Data for review:

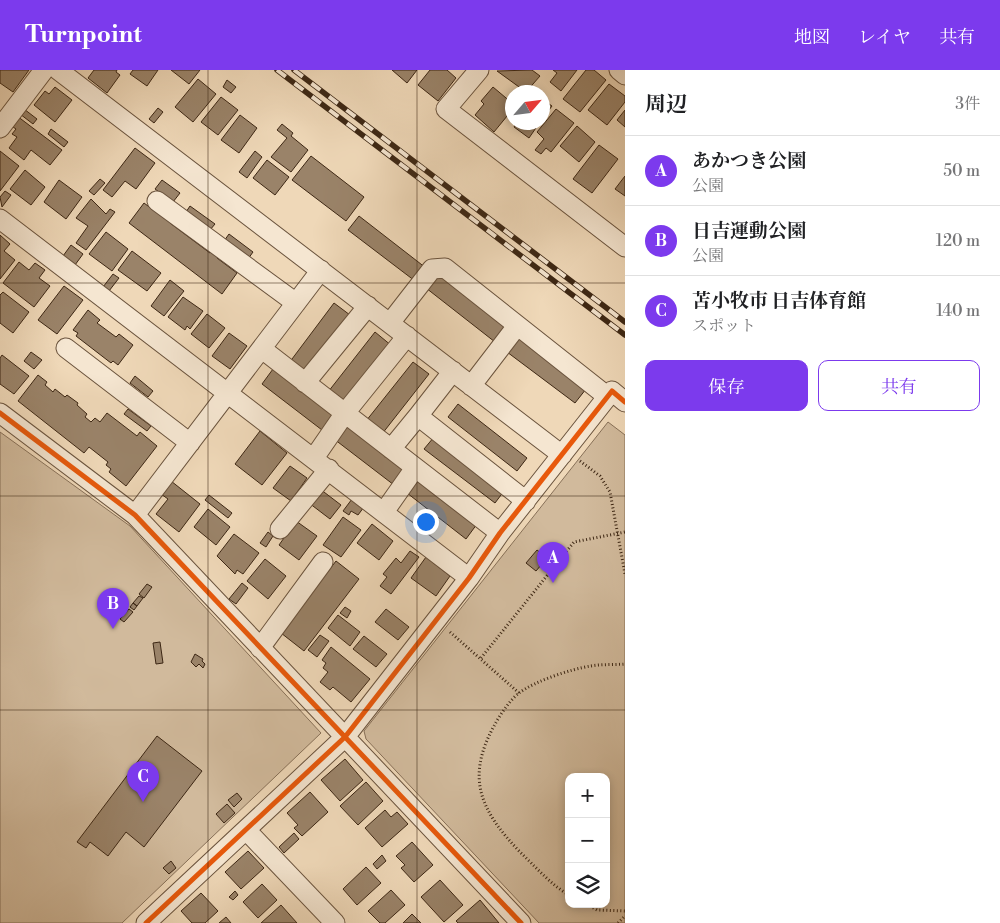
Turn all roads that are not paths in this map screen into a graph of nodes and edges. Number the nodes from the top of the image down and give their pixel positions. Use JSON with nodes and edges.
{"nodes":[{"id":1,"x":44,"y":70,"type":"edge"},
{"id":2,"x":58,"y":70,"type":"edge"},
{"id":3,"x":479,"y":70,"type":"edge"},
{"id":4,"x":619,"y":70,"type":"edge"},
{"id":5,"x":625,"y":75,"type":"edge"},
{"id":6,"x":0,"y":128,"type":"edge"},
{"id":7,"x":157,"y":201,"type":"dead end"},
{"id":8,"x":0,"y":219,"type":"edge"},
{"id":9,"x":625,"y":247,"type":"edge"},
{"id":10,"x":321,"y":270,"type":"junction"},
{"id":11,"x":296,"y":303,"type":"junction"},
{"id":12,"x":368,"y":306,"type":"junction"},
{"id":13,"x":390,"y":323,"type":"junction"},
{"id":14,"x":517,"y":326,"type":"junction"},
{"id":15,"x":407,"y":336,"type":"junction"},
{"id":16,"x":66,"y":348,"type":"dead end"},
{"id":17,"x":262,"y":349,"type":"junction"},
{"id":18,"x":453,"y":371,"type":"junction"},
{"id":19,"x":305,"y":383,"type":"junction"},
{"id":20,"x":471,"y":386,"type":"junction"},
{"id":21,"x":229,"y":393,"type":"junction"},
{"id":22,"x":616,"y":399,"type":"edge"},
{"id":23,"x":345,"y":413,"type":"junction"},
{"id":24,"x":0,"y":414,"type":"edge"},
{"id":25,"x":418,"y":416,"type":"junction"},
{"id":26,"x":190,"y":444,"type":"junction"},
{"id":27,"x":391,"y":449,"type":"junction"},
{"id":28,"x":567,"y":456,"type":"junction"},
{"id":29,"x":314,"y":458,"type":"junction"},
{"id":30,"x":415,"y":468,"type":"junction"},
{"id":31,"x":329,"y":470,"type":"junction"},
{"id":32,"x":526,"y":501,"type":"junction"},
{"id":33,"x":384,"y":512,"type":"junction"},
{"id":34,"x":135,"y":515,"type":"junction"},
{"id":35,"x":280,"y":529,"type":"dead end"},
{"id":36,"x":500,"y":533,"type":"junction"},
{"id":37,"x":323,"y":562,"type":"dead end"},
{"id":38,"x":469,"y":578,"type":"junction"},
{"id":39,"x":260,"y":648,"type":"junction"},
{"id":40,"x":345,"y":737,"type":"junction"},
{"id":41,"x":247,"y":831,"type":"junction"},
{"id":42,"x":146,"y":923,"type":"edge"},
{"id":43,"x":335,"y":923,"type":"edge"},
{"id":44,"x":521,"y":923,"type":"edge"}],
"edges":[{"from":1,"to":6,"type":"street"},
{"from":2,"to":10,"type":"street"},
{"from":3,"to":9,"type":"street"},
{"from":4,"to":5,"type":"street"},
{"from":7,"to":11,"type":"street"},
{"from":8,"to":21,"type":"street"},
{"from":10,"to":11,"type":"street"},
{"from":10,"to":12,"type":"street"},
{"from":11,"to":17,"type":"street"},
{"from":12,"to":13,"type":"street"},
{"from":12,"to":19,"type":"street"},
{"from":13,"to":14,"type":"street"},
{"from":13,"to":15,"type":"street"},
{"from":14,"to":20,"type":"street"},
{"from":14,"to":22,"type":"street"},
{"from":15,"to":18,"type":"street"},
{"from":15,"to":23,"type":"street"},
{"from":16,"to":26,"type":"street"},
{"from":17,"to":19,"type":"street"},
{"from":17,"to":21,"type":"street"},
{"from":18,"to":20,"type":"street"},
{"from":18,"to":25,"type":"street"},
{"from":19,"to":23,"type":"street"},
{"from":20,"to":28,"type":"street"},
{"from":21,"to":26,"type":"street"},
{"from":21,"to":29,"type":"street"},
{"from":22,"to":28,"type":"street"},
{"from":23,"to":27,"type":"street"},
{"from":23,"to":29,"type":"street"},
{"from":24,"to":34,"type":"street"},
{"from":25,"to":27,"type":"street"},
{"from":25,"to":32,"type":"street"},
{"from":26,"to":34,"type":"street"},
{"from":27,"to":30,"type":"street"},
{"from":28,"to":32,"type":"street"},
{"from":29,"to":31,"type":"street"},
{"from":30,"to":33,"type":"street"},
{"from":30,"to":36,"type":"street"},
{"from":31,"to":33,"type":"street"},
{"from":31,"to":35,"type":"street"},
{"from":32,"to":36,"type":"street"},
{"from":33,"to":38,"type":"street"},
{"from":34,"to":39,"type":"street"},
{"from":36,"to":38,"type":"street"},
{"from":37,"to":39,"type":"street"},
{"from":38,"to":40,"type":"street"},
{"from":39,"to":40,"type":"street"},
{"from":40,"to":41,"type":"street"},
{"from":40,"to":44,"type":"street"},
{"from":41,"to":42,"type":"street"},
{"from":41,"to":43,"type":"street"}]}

Task objective:
Whenever a line of the listing above holds the word "dead", copy that line.

Output:
{"id":7,"x":157,"y":201,"type":"dead end"},
{"id":16,"x":66,"y":348,"type":"dead end"},
{"id":35,"x":280,"y":529,"type":"dead end"},
{"id":37,"x":323,"y":562,"type":"dead end"},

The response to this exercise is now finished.